Shaking things up and making names for themselves.
Directors Fabio Grassadonia and Antonio Piazza, who impressed everybody with their last film, Salvo, have just gotten some good news. It was announced that their upcoming film, Sicilian Ghost Story, was selected to receive funding from the CNC and MIBACT (the Italian Ministry of Cultural Heritage and Activities).
I don’t know what’s going on with this one yet, but the two directors are just crazy creative, and the location photos they are putting up on FB and instagram are very intriguing.


Director Laura Bispuri is an international sensation with her film, Sworn Virgin (Vergine Giurata); she won the Nora Ephron prize at the Tribeca Film Festival and with a US distribution deal with Strand Releasing so all of America will be able to see it.
Sworn Virgin is the story of Hana, whose life is dictated by the tradition of her northern Albanian homeland. There, women can’t hold a man’s job, smoke, drink, or carry firearms, UNLESS, they give up their femininity. For a variety of different reasons (and I am guessing homosexuality is one of them) women can renounce their gender, and live as men, but they must swear to remain a virgin.

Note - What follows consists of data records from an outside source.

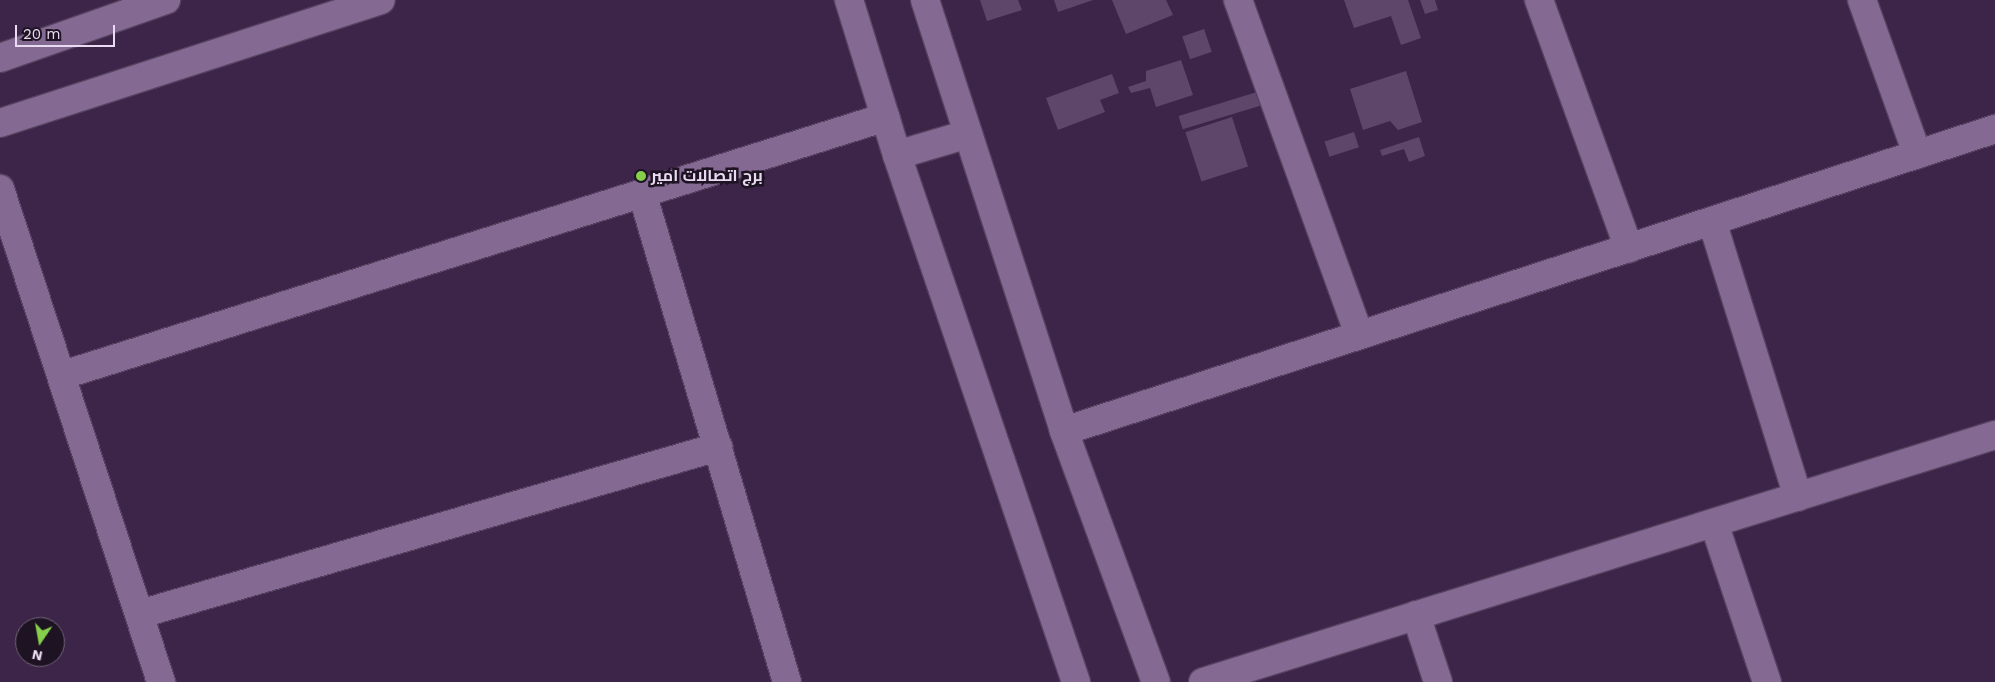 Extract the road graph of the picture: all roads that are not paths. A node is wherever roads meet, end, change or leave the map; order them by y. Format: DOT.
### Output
graph roads {
  1 [pos="166,0"];
  2 [pos="380,0"];
  3 [pos="849,0"];
  4 [pos="925,0"];
  5 [pos="1238,0"];
  6 [pos="1539,0"];
  7 [pos="1862,0"];
  8 [pos="0,58"];
  9 [pos="886,117"];
  10 [pos="0,123"];
  11 [pos="1995,129"];
  12 [pos="968,134"];
  13 [pos="1917,154"];
  14 [pos="897,155"];
  15 [pos="0,189"];
  16 [pos="642,196"];
  17 [pos="1712,221"];
  18 [pos="1629,248"];
  19 [pos="1359,335"];
  20 [pos="63,375"];
  21 [pos="1064,431"];
  22 [pos="1995,435"];
  23 [pos="718,447"];
  24 [pos="1798,497"];
  25 [pos="1714,523"];
  26 [pos="140,614"];
  27 [pos="1416,615"];
  28 [pos="161,682"];
  29 [pos="787,682"];
  30 [pos="1076,682"];
  31 [pos="1156,682"];
  32 [pos="1203,682"];
  33 [pos="1438,682"];
  34 [pos="1767,682"];
  1 -- 8 [label="street"];
  2 -- 10 [label="street"];
  3 -- 9 [label="street"];
  4 -- 12 [label="street"];
  5 -- 19 [label="street"];
  6 -- 18 [label="street"];
  7 -- 13 [label="street"];
  9 -- 14 [label="street"];
  9 -- 16 [label="street"];
  11 -- 13 [label="street"];
  12 -- 14 [label="street"];
  12 -- 21 [label="street"];
  13 -- 17 [label="street"];
  14 -- 30 [label="street"];
  15 -- 20 [label="street"];
  16 -- 20 [label="street"];
  16 -- 23 [label="street"];
  17 -- 18 [label="street"];
  17 -- 24 [label="street"];
  18 -- 19 [label="street"];
  19 -- 21 [label="street"];
  20 -- 26 [label="street"];
  21 -- 31 [label="street"];
  22 -- 24 [label="street"];
  23 -- 26 [label="street"];
  23 -- 29 [label="street"];
  24 -- 25 [label="street"];
  25 -- 27 [label="street"];
  25 -- 34 [label="street"];
  26 -- 28 [label="street"];
  27 -- 32 [label="street"];
  27 -- 33 [label="street"];
}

Ivan Cotroneo’s making his book, Un Bacio, about adolescent love, homophobia, bullying, and violence into a movie. I loved the book and can’t wait to see it on the screen.
Ivan is a wonderful storyteller, and his film Kryptonite Nella Borsa was one that I was really hoping would be distributed in the United States.

Actress Greta Scarano is the real deal, pretty, talented, and hard-working. We absolutely adored her in Senza Nessuna Pietà, with Pierfrancesco Favino, and now we’re looking forward to Suburra, starring Elio Germano, Pier Francesco Favino, and Claudio Amendola. Two old enemies, an outlaw and a police officer engage in their final challenge.


Would the Italian film industry be able to function without cinematographer Vladan Radovic? I don’t think so! The DP of Vergine Giurata, Anime Nere, Smetto Quando Voglio, Tutti i Santi Giorni, and more, is unbelievably creative, hard-working, and talented (and good-looking), and he needs to come out from behind the camera and bask in the glory of his success!

We all need to keep an eye on director Antonello Faretta, whose film Montedoro is making the rounds at film festival and will be screened at the Cannes Film Festival Market. After meeting a woman named Pia Mann, he took her story of an adopted American child who grows up looking for her roots in Italy.